▶ **Exercise**: Read the records below and report each line in which "ซอยปล" occurs.

▶ **Entries supplied**:
-.-.-
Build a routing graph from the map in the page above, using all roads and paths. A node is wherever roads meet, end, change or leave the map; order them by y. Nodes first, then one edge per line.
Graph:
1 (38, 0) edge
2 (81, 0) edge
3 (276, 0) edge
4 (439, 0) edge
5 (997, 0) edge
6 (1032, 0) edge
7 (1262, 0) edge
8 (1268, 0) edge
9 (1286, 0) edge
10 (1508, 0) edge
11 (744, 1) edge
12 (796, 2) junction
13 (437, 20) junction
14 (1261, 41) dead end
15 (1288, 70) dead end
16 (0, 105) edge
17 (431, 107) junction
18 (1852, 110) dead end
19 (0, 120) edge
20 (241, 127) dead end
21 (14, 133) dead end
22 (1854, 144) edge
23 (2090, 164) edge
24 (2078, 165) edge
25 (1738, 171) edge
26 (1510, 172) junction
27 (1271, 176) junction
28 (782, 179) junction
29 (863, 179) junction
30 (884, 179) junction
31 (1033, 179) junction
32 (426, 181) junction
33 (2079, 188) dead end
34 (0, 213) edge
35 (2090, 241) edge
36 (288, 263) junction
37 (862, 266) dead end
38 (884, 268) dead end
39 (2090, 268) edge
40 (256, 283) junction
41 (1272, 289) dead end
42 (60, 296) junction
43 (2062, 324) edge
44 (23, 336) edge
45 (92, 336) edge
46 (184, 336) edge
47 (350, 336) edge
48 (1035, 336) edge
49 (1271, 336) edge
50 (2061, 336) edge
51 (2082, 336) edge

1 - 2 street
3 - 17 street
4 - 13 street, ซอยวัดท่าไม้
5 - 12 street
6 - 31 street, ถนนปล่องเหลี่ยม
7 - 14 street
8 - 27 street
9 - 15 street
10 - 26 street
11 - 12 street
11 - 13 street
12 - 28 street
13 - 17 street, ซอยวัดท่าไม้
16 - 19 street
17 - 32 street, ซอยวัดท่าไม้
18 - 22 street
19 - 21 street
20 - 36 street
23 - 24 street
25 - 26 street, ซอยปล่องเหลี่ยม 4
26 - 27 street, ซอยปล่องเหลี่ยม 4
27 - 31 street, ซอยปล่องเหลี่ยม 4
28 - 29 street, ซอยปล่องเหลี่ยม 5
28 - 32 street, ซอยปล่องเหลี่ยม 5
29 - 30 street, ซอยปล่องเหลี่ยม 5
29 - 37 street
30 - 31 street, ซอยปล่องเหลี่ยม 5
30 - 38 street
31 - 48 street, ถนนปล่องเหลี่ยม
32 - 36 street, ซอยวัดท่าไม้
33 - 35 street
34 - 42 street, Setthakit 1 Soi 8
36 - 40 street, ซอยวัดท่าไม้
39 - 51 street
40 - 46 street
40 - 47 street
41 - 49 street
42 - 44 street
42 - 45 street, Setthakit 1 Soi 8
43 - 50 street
-.-.-
▶ **Answer to the problem**:
25 - 26 street, ซอยปล่องเหลี่ยม 4
26 - 27 street, ซอยปล่องเหลี่ยม 4
27 - 31 street, ซอยปล่องเหลี่ยม 4
28 - 29 street, ซอยปล่องเหลี่ยม 5
28 - 32 street, ซอยปล่องเหลี่ยม 5
29 - 30 street, ซอยปล่องเหลี่ยม 5
30 - 31 street, ซอยปล่องเหลี่ยม 5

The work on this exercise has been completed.